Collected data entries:
= = =

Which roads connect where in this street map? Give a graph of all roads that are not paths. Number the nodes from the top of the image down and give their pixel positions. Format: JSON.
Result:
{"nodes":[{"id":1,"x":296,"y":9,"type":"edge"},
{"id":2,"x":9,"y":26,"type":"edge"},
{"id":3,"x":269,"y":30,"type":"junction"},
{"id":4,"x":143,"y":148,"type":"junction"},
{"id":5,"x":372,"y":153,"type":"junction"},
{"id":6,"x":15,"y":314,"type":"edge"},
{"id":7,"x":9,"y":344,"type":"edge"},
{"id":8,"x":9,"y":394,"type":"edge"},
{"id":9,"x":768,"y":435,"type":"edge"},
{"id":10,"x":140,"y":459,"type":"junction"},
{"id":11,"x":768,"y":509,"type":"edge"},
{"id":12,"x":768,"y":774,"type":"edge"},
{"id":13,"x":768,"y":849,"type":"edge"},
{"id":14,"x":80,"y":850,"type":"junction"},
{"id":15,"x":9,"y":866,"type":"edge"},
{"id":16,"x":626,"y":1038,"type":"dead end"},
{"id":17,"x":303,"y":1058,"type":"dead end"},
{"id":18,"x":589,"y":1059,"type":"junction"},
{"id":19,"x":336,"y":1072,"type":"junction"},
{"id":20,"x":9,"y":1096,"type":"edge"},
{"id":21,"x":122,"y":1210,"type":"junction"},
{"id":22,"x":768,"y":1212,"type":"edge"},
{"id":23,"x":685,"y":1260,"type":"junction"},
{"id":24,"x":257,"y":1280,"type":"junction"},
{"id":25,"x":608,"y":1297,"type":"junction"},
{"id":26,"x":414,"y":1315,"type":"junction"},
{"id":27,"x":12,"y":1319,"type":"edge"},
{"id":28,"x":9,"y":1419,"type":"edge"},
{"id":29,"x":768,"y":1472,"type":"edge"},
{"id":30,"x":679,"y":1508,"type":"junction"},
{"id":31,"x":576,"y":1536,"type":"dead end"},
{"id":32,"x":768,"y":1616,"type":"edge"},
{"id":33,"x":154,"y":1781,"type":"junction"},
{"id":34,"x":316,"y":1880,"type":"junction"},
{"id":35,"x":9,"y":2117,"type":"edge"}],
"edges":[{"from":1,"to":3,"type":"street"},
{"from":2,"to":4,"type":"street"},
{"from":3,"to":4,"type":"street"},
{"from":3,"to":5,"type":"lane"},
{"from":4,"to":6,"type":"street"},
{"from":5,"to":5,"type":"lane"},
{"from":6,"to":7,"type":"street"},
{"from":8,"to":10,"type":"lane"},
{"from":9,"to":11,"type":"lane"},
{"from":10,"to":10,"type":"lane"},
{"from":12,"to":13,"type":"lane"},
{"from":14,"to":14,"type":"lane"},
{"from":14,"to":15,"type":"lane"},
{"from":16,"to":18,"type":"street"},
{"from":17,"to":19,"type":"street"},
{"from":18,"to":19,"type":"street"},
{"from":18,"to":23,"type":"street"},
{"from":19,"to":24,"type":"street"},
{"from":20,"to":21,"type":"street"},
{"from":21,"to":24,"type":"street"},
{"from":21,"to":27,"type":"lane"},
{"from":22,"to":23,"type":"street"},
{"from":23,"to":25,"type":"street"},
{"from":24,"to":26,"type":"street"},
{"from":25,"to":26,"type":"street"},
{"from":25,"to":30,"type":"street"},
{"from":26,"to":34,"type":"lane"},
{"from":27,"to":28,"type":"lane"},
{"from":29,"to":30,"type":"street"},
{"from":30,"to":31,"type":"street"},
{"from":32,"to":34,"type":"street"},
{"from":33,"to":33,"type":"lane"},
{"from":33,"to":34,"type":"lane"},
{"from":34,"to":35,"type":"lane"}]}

= = =

> Work required
Count of lines holding the string "dead": please work it out for the entries above and give the number alone.

> Written reply
3